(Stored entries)
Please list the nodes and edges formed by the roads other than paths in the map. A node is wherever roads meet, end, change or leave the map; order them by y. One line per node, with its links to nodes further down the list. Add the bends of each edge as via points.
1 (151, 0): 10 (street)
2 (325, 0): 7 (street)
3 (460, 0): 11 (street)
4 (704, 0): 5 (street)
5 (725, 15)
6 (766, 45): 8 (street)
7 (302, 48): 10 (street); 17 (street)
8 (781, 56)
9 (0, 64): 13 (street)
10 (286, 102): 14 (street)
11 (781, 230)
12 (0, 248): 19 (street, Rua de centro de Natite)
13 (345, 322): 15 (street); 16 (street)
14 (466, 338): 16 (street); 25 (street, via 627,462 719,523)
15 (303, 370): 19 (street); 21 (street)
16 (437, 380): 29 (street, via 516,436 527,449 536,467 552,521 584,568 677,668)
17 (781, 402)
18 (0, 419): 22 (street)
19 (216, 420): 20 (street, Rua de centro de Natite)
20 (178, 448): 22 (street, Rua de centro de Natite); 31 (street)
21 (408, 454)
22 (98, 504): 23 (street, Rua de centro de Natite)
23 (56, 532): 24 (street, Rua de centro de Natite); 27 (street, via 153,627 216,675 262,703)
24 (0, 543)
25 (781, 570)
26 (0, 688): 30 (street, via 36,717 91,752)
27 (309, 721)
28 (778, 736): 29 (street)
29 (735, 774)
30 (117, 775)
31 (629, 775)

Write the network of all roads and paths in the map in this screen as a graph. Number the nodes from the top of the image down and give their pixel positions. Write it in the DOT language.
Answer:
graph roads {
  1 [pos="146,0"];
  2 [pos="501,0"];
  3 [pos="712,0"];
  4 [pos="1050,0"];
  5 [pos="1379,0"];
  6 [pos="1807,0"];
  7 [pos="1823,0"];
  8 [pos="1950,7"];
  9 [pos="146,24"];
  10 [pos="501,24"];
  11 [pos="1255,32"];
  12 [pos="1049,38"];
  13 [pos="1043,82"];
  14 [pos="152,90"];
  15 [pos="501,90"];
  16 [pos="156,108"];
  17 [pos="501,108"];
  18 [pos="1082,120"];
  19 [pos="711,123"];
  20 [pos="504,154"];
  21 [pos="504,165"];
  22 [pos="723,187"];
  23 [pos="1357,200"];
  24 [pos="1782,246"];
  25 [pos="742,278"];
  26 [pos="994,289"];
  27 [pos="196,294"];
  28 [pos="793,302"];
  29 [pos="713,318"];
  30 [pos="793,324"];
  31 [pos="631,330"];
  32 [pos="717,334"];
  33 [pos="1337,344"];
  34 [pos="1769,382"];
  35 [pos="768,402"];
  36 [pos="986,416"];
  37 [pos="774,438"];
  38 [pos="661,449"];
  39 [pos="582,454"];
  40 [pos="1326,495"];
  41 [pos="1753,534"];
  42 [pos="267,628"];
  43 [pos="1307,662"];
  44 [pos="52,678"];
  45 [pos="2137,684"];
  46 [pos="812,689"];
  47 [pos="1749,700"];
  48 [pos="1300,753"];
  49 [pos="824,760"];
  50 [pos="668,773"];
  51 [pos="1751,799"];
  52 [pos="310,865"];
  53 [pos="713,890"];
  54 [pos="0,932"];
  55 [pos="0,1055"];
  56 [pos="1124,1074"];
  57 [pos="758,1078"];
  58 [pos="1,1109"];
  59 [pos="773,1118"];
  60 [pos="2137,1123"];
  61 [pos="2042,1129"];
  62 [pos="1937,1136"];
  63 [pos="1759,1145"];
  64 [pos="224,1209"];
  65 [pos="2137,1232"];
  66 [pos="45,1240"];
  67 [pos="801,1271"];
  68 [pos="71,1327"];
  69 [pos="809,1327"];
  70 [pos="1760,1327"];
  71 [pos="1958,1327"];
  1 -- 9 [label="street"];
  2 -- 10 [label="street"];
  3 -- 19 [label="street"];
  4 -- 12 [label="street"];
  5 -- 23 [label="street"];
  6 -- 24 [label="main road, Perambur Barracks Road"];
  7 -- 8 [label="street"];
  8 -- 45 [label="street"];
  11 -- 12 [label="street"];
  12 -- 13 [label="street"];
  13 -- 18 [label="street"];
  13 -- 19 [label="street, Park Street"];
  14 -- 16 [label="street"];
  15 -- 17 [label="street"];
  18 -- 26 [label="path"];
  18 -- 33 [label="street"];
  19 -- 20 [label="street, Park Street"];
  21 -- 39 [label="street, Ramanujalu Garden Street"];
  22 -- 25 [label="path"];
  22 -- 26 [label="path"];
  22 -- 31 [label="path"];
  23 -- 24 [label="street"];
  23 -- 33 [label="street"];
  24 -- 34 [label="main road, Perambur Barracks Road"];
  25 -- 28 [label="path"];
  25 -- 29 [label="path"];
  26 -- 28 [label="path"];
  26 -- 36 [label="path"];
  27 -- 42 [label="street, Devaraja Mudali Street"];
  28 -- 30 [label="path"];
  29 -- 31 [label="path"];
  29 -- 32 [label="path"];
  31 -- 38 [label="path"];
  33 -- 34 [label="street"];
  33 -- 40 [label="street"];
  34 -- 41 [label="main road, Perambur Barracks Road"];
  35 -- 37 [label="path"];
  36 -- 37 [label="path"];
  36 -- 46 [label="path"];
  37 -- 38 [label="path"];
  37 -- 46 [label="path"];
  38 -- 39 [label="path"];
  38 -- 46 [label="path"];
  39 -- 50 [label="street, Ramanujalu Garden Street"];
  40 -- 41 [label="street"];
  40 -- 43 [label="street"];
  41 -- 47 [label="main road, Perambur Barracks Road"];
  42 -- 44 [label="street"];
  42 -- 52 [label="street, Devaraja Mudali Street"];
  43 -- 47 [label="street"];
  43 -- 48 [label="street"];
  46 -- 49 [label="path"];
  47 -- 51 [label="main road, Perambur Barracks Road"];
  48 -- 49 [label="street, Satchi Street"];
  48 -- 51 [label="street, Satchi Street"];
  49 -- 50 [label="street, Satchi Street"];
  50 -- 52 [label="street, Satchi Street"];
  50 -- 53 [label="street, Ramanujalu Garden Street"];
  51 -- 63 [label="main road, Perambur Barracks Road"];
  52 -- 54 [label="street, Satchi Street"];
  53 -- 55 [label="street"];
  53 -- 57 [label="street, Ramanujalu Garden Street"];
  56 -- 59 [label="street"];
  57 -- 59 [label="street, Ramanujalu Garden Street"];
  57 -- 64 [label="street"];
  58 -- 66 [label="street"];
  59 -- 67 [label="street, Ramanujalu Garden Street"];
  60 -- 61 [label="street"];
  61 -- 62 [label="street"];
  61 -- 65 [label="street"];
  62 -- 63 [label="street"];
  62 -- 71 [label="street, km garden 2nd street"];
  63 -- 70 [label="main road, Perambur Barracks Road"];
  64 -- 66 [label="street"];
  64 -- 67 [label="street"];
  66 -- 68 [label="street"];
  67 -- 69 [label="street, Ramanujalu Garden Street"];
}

--- Problem requirements ---
Exactly as written above, copy every line.

--- Answer ---
Please list the nodes and edges formed by the roads other than paths in the map. A node is wherever roads meet, end, change or leave the map; order them by y. One line per node, with its links to nodes further down the list. Add the bends of each edge as via points.
1 (151, 0): 10 (street)
2 (325, 0): 7 (street)
3 (460, 0): 11 (street)
4 (704, 0): 5 (street)
5 (725, 15)
6 (766, 45): 8 (street)
7 (302, 48): 10 (street); 17 (street)
8 (781, 56)
9 (0, 64): 13 (street)
10 (286, 102): 14 (street)
11 (781, 230)
12 (0, 248): 19 (street, Rua de centro de Natite)
13 (345, 322): 15 (street); 16 (street)
14 (466, 338): 16 (street); 25 (street, via 627,462 719,523)
15 (303, 370): 19 (street); 21 (street)
16 (437, 380): 29 (street, via 516,436 527,449 536,467 552,521 584,568 677,668)
17 (781, 402)
18 (0, 419): 22 (street)
19 (216, 420): 20 (street, Rua de centro de Natite)
20 (178, 448): 22 (street, Rua de centro de Natite); 31 (street)
21 (408, 454)
22 (98, 504): 23 (street, Rua de centro de Natite)
23 (56, 532): 24 (street, Rua de centro de Natite); 27 (street, via 153,627 216,675 262,703)
24 (0, 543)
25 (781, 570)
26 (0, 688): 30 (street, via 36,717 91,752)
27 (309, 721)
28 (778, 736): 29 (street)
29 (735, 774)
30 (117, 775)
31 (629, 775)

Write the network of all roads and paths in the map in this screen as a graph. Number the nodes from the top of the image down and give their pixel positions. Write it in the DOT language.
Answer:
graph roads {
  1 [pos="146,0"];
  2 [pos="501,0"];
  3 [pos="712,0"];
  4 [pos="1050,0"];
  5 [pos="1379,0"];
  6 [pos="1807,0"];
  7 [pos="1823,0"];
  8 [pos="1950,7"];
  9 [pos="146,24"];
  10 [pos="501,24"];
  11 [pos="1255,32"];
  12 [pos="1049,38"];
  13 [pos="1043,82"];
  14 [pos="152,90"];
  15 [pos="501,90"];
  16 [pos="156,108"];
  17 [pos="501,108"];
  18 [pos="1082,120"];
  19 [pos="711,123"];
  20 [pos="504,154"];
  21 [pos="504,165"];
  22 [pos="723,187"];
  23 [pos="1357,200"];
  24 [pos="1782,246"];
  25 [pos="742,278"];
  26 [pos="994,289"];
  27 [pos="196,294"];
  28 [pos="793,302"];
  29 [pos="713,318"];
  30 [pos="793,324"];
  31 [pos="631,330"];
  32 [pos="717,334"];
  33 [pos="1337,344"];
  34 [pos="1769,382"];
  35 [pos="768,402"];
  36 [pos="986,416"];
  37 [pos="774,438"];
  38 [pos="661,449"];
  39 [pos="582,454"];
  40 [pos="1326,495"];
  41 [pos="1753,534"];
  42 [pos="267,628"];
  43 [pos="1307,662"];
  44 [pos="52,678"];
  45 [pos="2137,684"];
  46 [pos="812,689"];
  47 [pos="1749,700"];
  48 [pos="1300,753"];
  49 [pos="824,760"];
  50 [pos="668,773"];
  51 [pos="1751,799"];
  52 [pos="310,865"];
  53 [pos="713,890"];
  54 [pos="0,932"];
  55 [pos="0,1055"];
  56 [pos="1124,1074"];
  57 [pos="758,1078"];
  58 [pos="1,1109"];
  59 [pos="773,1118"];
  60 [pos="2137,1123"];
  61 [pos="2042,1129"];
  62 [pos="1937,1136"];
  63 [pos="1759,1145"];
  64 [pos="224,1209"];
  65 [pos="2137,1232"];
  66 [pos="45,1240"];
  67 [pos="801,1271"];
  68 [pos="71,1327"];
  69 [pos="809,1327"];
  70 [pos="1760,1327"];
  71 [pos="1958,1327"];
  1 -- 9 [label="street"];
  2 -- 10 [label="street"];
  3 -- 19 [label="street"];
  4 -- 12 [label="street"];
  5 -- 23 [label="street"];
  6 -- 24 [label="main road, Perambur Barracks Road"];
  7 -- 8 [label="street"];
  8 -- 45 [label="street"];
  11 -- 12 [label="street"];
  12 -- 13 [label="street"];
  13 -- 18 [label="street"];
  13 -- 19 [label="street, Park Street"];
  14 -- 16 [label="street"];
  15 -- 17 [label="street"];
  18 -- 26 [label="path"];
  18 -- 33 [label="street"];
  19 -- 20 [label="street, Park Street"];
  21 -- 39 [label="street, Ramanujalu Garden Street"];
  22 -- 25 [label="path"];
  22 -- 26 [label="path"];
  22 -- 31 [label="path"];
  23 -- 24 [label="street"];
  23 -- 33 [label="street"];
  24 -- 34 [label="main road, Perambur Barracks Road"];
  25 -- 28 [label="path"];
  25 -- 29 [label="path"];
  26 -- 28 [label="path"];
  26 -- 36 [label="path"];
  27 -- 42 [label="street, Devaraja Mudali Street"];
  28 -- 30 [label="path"];
  29 -- 31 [label="path"];
  29 -- 32 [label="path"];
  31 -- 38 [label="path"];
  33 -- 34 [label="street"];
  33 -- 40 [label="street"];
  34 -- 41 [label="main road, Perambur Barracks Road"];
  35 -- 37 [label="path"];
  36 -- 37 [label="path"];
  36 -- 46 [label="path"];
  37 -- 38 [label="path"];
  37 -- 46 [label="path"];
  38 -- 39 [label="path"];
  38 -- 46 [label="path"];
  39 -- 50 [label="street, Ramanujalu Garden Street"];
  40 -- 41 [label="street"];
  40 -- 43 [label="street"];
  41 -- 47 [label="main road, Perambur Barracks Road"];
  42 -- 44 [label="street"];
  42 -- 52 [label="street, Devaraja Mudali Street"];
  43 -- 47 [label="street"];
  43 -- 48 [label="street"];
  46 -- 49 [label="path"];
  47 -- 51 [label="main road, Perambur Barracks Road"];
  48 -- 49 [label="street, Satchi Street"];
  48 -- 51 [label="street, Satchi Street"];
  49 -- 50 [label="street, Satchi Street"];
  50 -- 52 [label="street, Satchi Street"];
  50 -- 53 [label="street, Ramanujalu Garden Street"];
  51 -- 63 [label="main road, Perambur Barracks Road"];
  52 -- 54 [label="street, Satchi Street"];
  53 -- 55 [label="street"];
  53 -- 57 [label="street, Ramanujalu Garden Street"];
  56 -- 59 [label="street"];
  57 -- 59 [label="street, Ramanujalu Garden Street"];
  57 -- 64 [label="street"];
  58 -- 66 [label="street"];
  59 -- 67 [label="street, Ramanujalu Garden Street"];
  60 -- 61 [label="street"];
  61 -- 62 [label="street"];
  61 -- 65 [label="street"];
  62 -- 63 [label="street"];
  62 -- 71 [label="street, km garden 2nd street"];
  63 -- 70 [label="main road, Perambur Barracks Road"];
  64 -- 66 [label="street"];
  64 -- 67 [label="street"];
  66 -- 68 [label="street"];
  67 -- 69 [label="street, Ramanujalu Garden Street"];
}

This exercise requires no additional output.